When Pratt was cast, it was with the knowledge that he would have to lose a lot of weight. However, he convinced James Gunn that he was up for it and he did get his body into amazing shape for the film. Before the movie was released, though, Gunn even got into an argument online with a fan who was tearing apart Pratt's casting! As an actor, it must be nice to see a director stand up for you.


Despite being one of the most acclaimed actors of her generation, Amy Adams somehow drew a great deal of fan outrage when she was cast as Lois Lane in The Man of Steel. With Adams being such a great actress, it was surprising to see fans not feeling her. Of course, being snubbed isn't new for her, having five Academy Award nominations without a single Oscar to her name.

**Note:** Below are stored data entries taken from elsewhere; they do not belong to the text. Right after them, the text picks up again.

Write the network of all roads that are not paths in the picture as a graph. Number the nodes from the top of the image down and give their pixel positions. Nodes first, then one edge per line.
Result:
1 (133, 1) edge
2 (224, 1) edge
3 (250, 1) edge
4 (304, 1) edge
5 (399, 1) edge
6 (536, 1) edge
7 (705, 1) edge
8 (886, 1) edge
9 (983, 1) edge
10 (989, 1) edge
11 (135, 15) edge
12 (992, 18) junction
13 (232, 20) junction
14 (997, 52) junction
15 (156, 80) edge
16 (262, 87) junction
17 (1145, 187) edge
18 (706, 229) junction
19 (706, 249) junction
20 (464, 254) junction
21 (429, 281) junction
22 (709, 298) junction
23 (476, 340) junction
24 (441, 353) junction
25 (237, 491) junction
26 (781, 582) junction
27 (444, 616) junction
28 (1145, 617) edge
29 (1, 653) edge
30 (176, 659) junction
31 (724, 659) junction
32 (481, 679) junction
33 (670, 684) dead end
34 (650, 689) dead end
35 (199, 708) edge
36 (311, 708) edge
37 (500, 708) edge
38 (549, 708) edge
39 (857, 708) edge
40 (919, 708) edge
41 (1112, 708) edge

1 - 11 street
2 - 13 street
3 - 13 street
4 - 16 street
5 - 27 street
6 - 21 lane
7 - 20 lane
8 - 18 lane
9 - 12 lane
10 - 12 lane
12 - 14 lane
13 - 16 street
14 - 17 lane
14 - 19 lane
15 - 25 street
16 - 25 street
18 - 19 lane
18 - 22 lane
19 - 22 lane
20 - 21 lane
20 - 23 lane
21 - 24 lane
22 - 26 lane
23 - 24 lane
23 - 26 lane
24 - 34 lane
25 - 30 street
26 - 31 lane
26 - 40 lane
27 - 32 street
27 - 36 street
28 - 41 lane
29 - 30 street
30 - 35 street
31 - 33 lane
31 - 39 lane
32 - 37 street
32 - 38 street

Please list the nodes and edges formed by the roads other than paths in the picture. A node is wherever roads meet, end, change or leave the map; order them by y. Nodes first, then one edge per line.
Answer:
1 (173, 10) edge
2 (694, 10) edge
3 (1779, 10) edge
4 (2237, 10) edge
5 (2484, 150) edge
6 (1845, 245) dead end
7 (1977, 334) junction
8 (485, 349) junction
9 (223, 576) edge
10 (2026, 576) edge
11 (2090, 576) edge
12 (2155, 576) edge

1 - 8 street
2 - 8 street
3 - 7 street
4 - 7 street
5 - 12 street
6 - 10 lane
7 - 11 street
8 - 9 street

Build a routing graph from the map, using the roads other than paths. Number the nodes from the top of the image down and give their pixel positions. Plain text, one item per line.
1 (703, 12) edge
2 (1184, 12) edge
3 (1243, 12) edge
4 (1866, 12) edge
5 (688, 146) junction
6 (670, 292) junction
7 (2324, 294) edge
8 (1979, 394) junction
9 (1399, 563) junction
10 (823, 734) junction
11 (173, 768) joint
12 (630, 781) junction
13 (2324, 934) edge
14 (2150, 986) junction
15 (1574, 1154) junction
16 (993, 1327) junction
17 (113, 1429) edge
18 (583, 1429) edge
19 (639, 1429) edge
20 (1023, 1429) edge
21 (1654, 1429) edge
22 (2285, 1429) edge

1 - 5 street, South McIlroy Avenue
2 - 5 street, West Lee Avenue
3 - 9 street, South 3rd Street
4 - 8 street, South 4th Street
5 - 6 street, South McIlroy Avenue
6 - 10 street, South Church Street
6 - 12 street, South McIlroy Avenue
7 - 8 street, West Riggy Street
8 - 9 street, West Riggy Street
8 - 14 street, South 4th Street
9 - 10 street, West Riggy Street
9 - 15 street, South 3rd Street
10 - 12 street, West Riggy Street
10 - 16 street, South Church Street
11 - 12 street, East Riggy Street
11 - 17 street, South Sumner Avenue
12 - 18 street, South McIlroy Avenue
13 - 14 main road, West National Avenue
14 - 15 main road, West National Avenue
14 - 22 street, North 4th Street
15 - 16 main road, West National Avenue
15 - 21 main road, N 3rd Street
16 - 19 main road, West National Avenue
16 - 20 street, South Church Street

Fan over her casting as Lois mostly boiled down to Adams looking a lot different than previous versions of the character. and the fact that she was nearly 40 when Man of Steel came out (she was also nine years older than her Superman co-star, Henry Cavill). However, shockingly enough, a great actress like Amy Adams ended up doing a great job as Lois Lane. Her scenes were some of the best ones in Justice League.



Ben Affleck was walking into a double firestorm when he was cast as Batman in Batman v Superman: Dawn of Justice. First of all, like Chris Evans, he had already played a superhero in a movie before, as he starred in the 2003 Daredevil film. Unlike Evans, though, he did not even have the benefit of doing a good job in his previous superhero role, as Affleck's turn as Daredevil was quite disappointing. Secondly, Affleck was following in the footsteps of a very popular Batman, Christian Bale, who had played the role through three hit films.

While the films that Affleck has appeared in as Batman have not always had the best responses from fans, he has managed to surprise many fans by being one of the best parts of each of the films that he has starred in as Batman (Dawn of Justice and Justice League).


It is hard to conceptualize this right now, after he has been the heart and soul of the Marvel Cinematic Universe for a full decade, but when he was cast as Iron Man in 2007, Robert Downey Jr's career was majorly on the skids. He had gone through a major problem with drug addiction that saw his mug shot end up in newspapers everywhere. When he was given a shot to have a comeback on Ally McBeal, he was excellent...and then got fired for having another relapse.

So when Marvel pinned the hopes of its Marvel Cinematic Universe on Downey Jr, fans were less than enthused. This was more like the Ruffalo case, where it was less that fans thought he was a bad actor and more that they were worried about the circumstances. Obviously, Downey Jr. proved that Marvel's faith in him was well-placed.



As noted earlier, the idea of casting actors as comic book characters where the actor is of a different race than the comic book character, has proven to be quite controversial with superhero movie fans. However, these views have mostly been about major characters. Michael Clarke Duncan, for instance, was playing the main villain of the Daredevil film.

Therefore, when there was so much fan outrage over the casting of Heimdall in Thor with black British actor Idris Elba, it was a shock. How many Heimdall fans are there, really? Yes, it was more about the idea that people felt that Norse gods should all be white (since they were Scandinavian gods), but still, it seemed like a major tempest in a teapot. Sure enough, Elba was great as Heimdall in all three Thor films so far.